Ich war eine Idee schneller als Walt und handelte mir einen grimmigen Blick von ihm ein, weil ich ihn nun mit Eunice allein ließ. Spöttisch lächelnd meinte Lynnie dazu, als wir uns ein Stück entfernt hatten:»Das paßt ihm gar nicht.«

«Ihr Fluchen gefällt ihm nicht, das ist alles«, erklärte ich.

«Hier in Kalifornien gebraucht sie nicht mehr so oft harte Ausdrücke«, bemerkte Lynnie.»Sie trinkt auch nicht mehr, abgesehen von ein oder zwei Gläschen vor dem Essen und ein paar am Abend. Woher mag das wohl kommen?«

«Sie ist dem Käfig in Lexington entronnen.«

«Dieses himmlische Haus — ein Käfig?«

«Mhm.«

«Das neue Haus ist nicht halb so schön!«widersprach sie.

«Es wird aber so schön sein, wenn Eunice es eingerichtet hat.
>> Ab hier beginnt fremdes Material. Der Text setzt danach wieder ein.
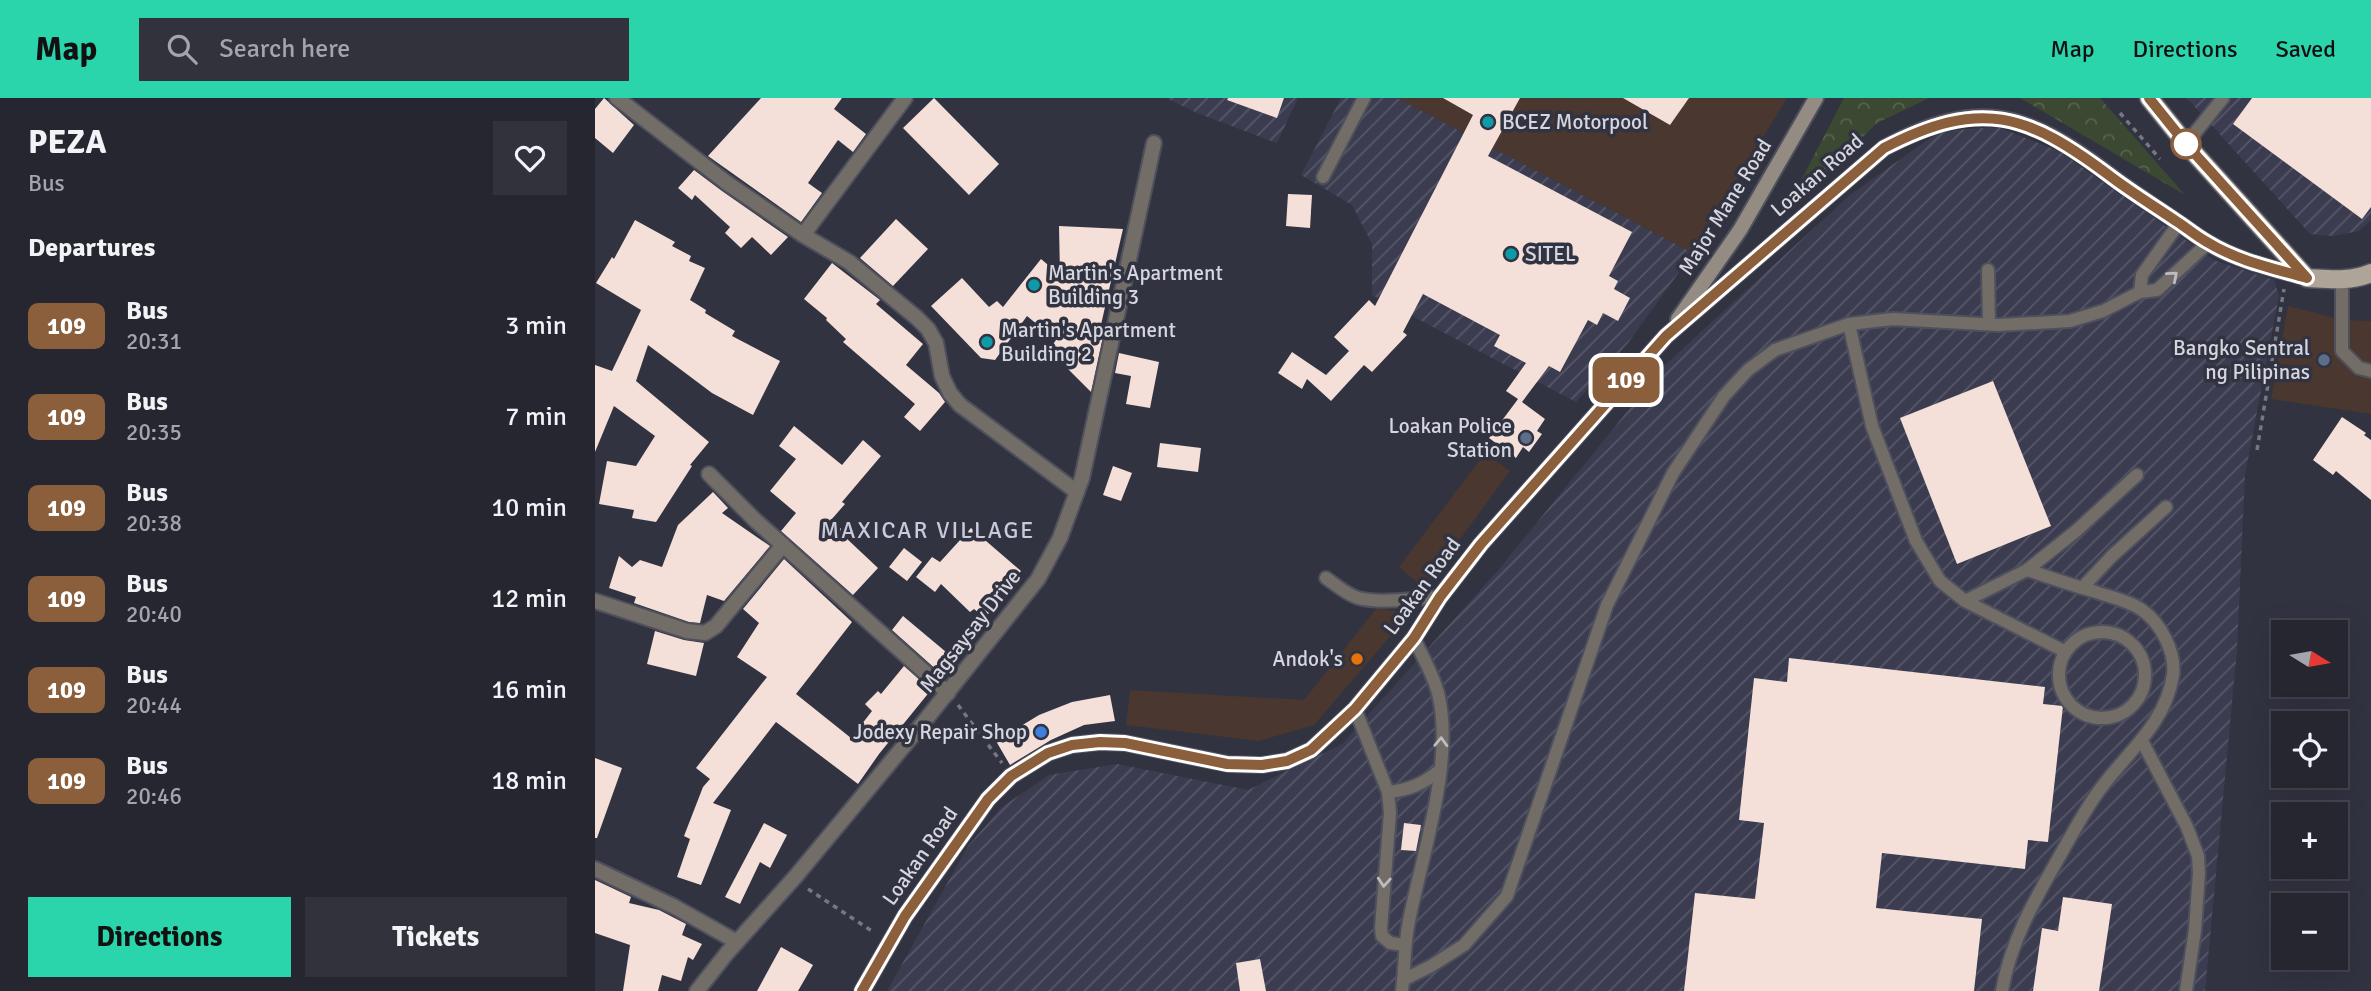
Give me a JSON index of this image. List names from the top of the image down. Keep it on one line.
{"streets":{"main road":["Loakan Road","Major Mane Road"],"street":["Magsaysay Drive"]},"crossings":[["Loakan Road","Major Mane Road"]],"districts":["MAXICAR VILLAGE"],"places":["BCEZ Motorpool","SITEL","Martin's Apartment Building 3","Martin's Apartment Building 2","Bangko Sentral ng Pilipinas","Loakan Police Station","Andok's","Jodexy Repair Shop"],"lines":["bus line 109"],"north":"right","page":{"header":"Map","search":"Search here","nav":["Map","Directions","Saved"],"heading":[["PEZA","Bus"],"Departures"],"on_map":"109","list":[{"mark":"109","name":"Bus","note":"20:31","value":"3 min"},{"mark":"109","name":"Bus","note":"20:35","value":"7 min"},{"mark":"109","name":"Bus","note":"20:38","value":"10 min"},{"mark":"109","name":"Bus","note":"20:40","value":"12 min"},{"mark":"109","name":"Bus","note":"20:44","value":"16 min"},{"mark":"109","name":"Bus","note":"20:46","value":"18 min"}],"map_buttons":["+","−"],"buttons":["Directions","Tickets"]}}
Dann werden ihr die Wände wieder auf den Kopf fallen.«

«Sie meinen, wieder ein Käfig?«

«Wieder ein Käfig.«

«Das Leben kann doch nicht nur darin bestehen, daß man aus einem Käfig in den nächsten flieht«, sagte sie explosiv. Eine so klägliche Aussicht wies sie unwillkürlich heftig von sich.

«Wir alle leben hinter Gittern«, sagte ich.»Es kommt nur darauf an, daß man gar nicht erst versucht auszubrechen.«

«Hören Sie auf!«sagte sie betroffen.»So etwas will ich gar nicht hören.«

«Früher hielt man Hänflinge in Käfigen, zur Zeit sind Wellensittiche Mode. Sie brauchen keine Angst zu haben, kleiner Hänfling, Ihnen geschieht nichts.«

«Bei Ihnen weiß man nie, wann Sie es ernst meinen.«

«Immer.«

«Aber meistens klingt das, was Sie sagen, so — so verrückt.«

«Das Leben ist ernst und verrückt zugleich. Alles Verrückte ist ernst, und alles Ernste ist verrückt. - Kommen Sie, sehen wir mal, wer schneller an der Strandhütte dort ist!«

Sie schlug mich, weil sie barfuß lief. Dann lehnte sie lachend und schwer atmend an der Holzwand, während ich eine halbe Tonne Sand aus meinen Schuhen kippte. Wir gingen noch ein Stück weiter, dann setzten wir uns in den warmen Sand und blickten über den dunklen, friedlichen Ozean hinweg. Kein Stückchen Land zwischen uns und Japan, und doch eine Welt dazwischen.

«Sind Sie hergekommen, um bei uns zu sein — oder um Allyx zu finden?«fragte sie.

«Beides.«

Sie schüttelte den Kopf.»Sie haben Walt mitgebracht. Also geht es nur um Allyx.«

«Walt wäre lieber woanders«, sagte ich lächelnd.»Wegen Allyx sind wir nach Kalifornien gekommen, Ihretwegen nach Santa Barbara. Zufrieden?«

Sie murmelte etwas Unverständliches, dann saßen wir wieder schweigend da.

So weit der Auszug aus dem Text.